A yen for emerging markets
Global Investing has written several times about Japanese mom-and-pop investors’ adventures in emerging markets. Most recently, we discussed how the new government’s plan to prod the Bank of Japan into unlimited monetary easing could turn more Japanese into intrepid yield hunters. Here’s an update.
JP Morgan analysts calculate that EM-dedicated Japanese investment trusts, known as toshin, have seen inflows of $7 billion ever since the U.S. Fed announced its plan to embark on open-ended $40-billion-a-month money printing. That’s taken their assets under management to $67 billion. And in the week ended Jan 2, Japanese flows to emerging markets amounted to $234 million, they reckon.
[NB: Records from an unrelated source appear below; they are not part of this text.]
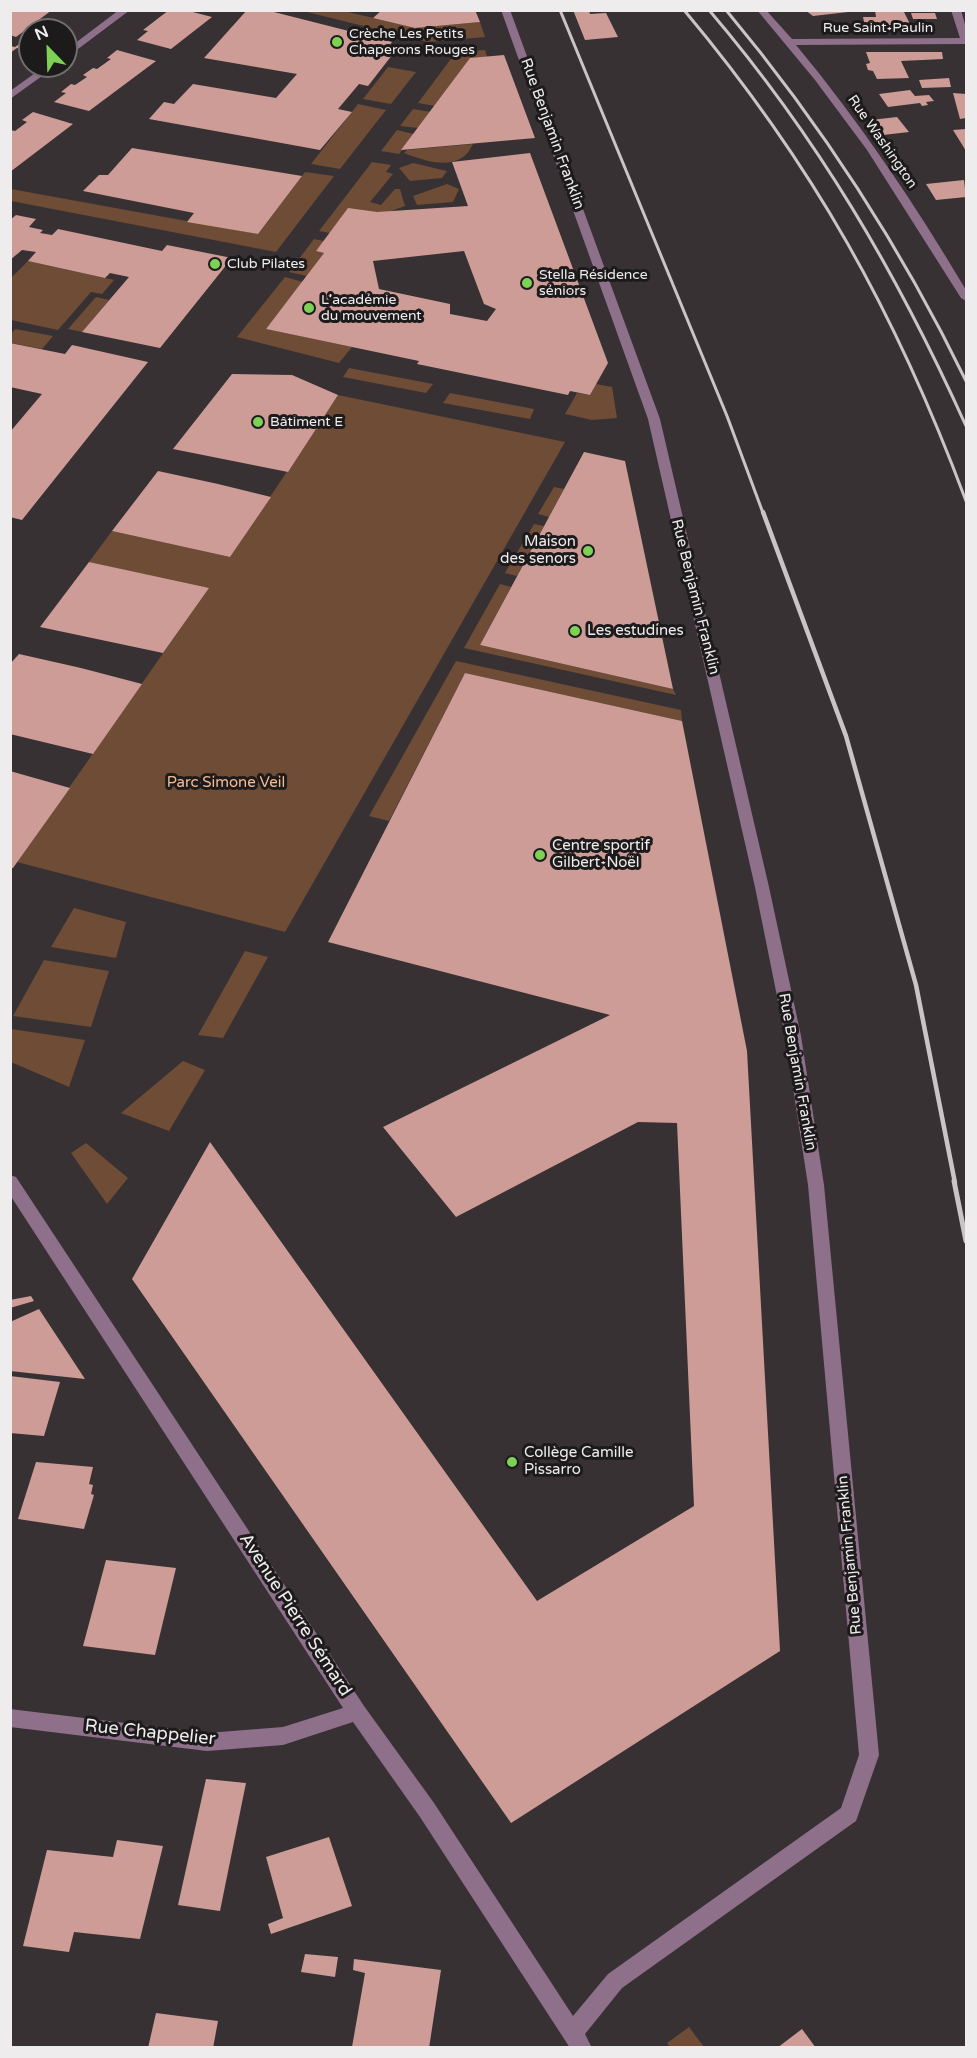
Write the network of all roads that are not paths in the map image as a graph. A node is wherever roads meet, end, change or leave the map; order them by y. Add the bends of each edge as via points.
1 (126, 10) edge
2 (505, 10) edge
3 (762, 10) edge
4 (956, 10) edge
5 (966, 40) edge
6 (790, 42) junction
7 (78, 46) edge
8 (35, 78) edge
9 (10, 96) edge
10 (966, 298) edge
11 (10, 1181) edge
12 (357, 1712) junction
13 (10, 1718) edge
14 (577, 2040) edge

1 - 7 street
2 - 14 street, Rue Benjamin Franklin via 654,419 762,887 793,1036 816,1185 869,1755 849,1814 615,1981
3 - 6 street, Rue Washington
4 - 5 street
5 - 6 street, Rue Saint-Paulin
6 - 10 street, Rue Washington via 909,204
8 - 9 street
11 - 12 street, Avenue Pierre Sémard
12 - 13 street, Rue Chappelier via 283,1736 207,1742
12 - 14 street, Avenue Pierre Sémard via 427,1810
This should pick up once the yen debasement really gets going — many are expecting a 100 yen per dollar exchange rate by end-2013 (it’s currently at 88).
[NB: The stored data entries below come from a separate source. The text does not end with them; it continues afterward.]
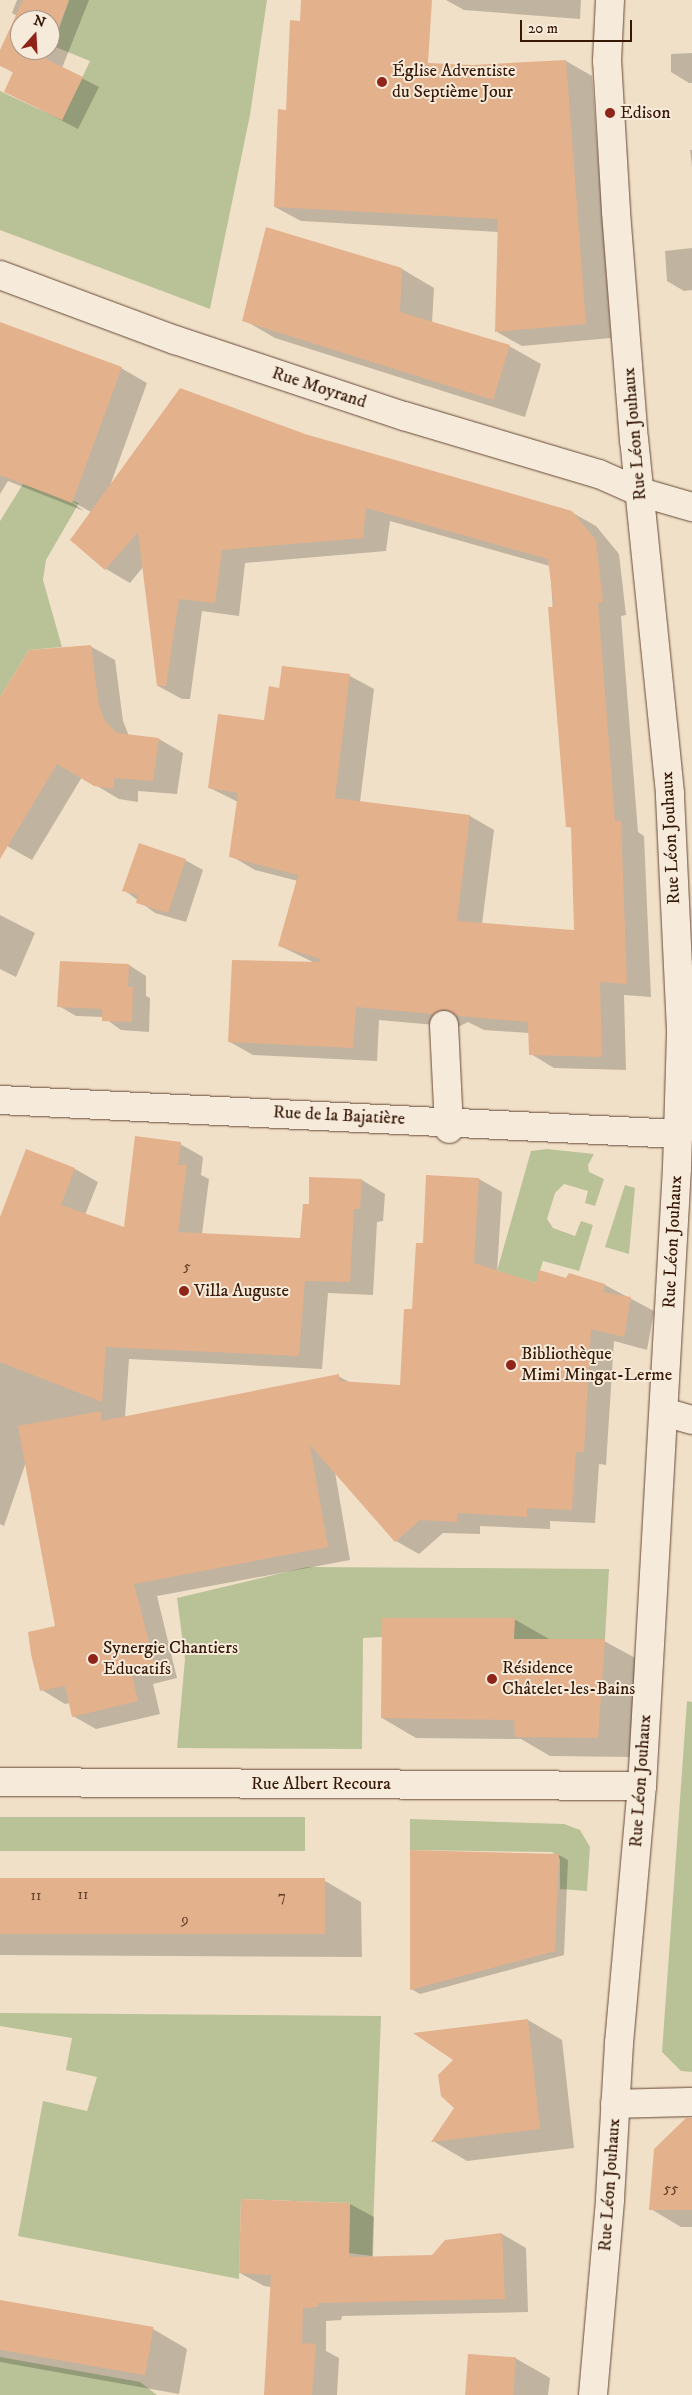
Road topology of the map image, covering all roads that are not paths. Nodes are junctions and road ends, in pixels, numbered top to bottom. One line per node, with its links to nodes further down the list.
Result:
1 (610, 0): 3 (street, Rue Léon Jouhaux)
2 (0, 275): 3 (street, Rue Moyrand)
3 (640, 492): 4 (street, Rue Moyrand); 8 (street, Rue Léon Jouhaux)
4 (692, 508)
5 (444, 1025): 7 (street)
6 (0, 1100): 7 (street, Rue de la Bajatière)
7 (448, 1125): 8 (street, Rue de la Bajatière)
8 (679, 1134): 9 (street, Rue Léon Jouhaux)
9 (664, 1412): 10 (street); 12 (street, Rue Léon Jouhaux)
10 (692, 1420)
11 (0, 1782): 12 (street, Rue Albert Recoura)
12 (642, 1786): 14 (street, Rue Léon Jouhaux)
13 (692, 2102): 14 (street)
14 (615, 2104): 15 (street, Rue Léon Jouhaux)
15 (593, 2395)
At present, the lion’s share of Japanese toshin holdings — over $40 billion of it — are in hard currency emerging debt, JP Morgan says (see graphic).
But if developed central banks’ seemingly endless money-printing starts to significantly inflate emerging currencies again, local currency debt is likely to become more attractive.
Just a rough example. If Mrs Watanabe, as Japanese retail investors have collectively been dubbed, had sold her yen at the start of last year to buy dollars, she would have made a healthy 15 percent return as the yen weakened. But if she had bought Korean won, she would have gained over 21 percent.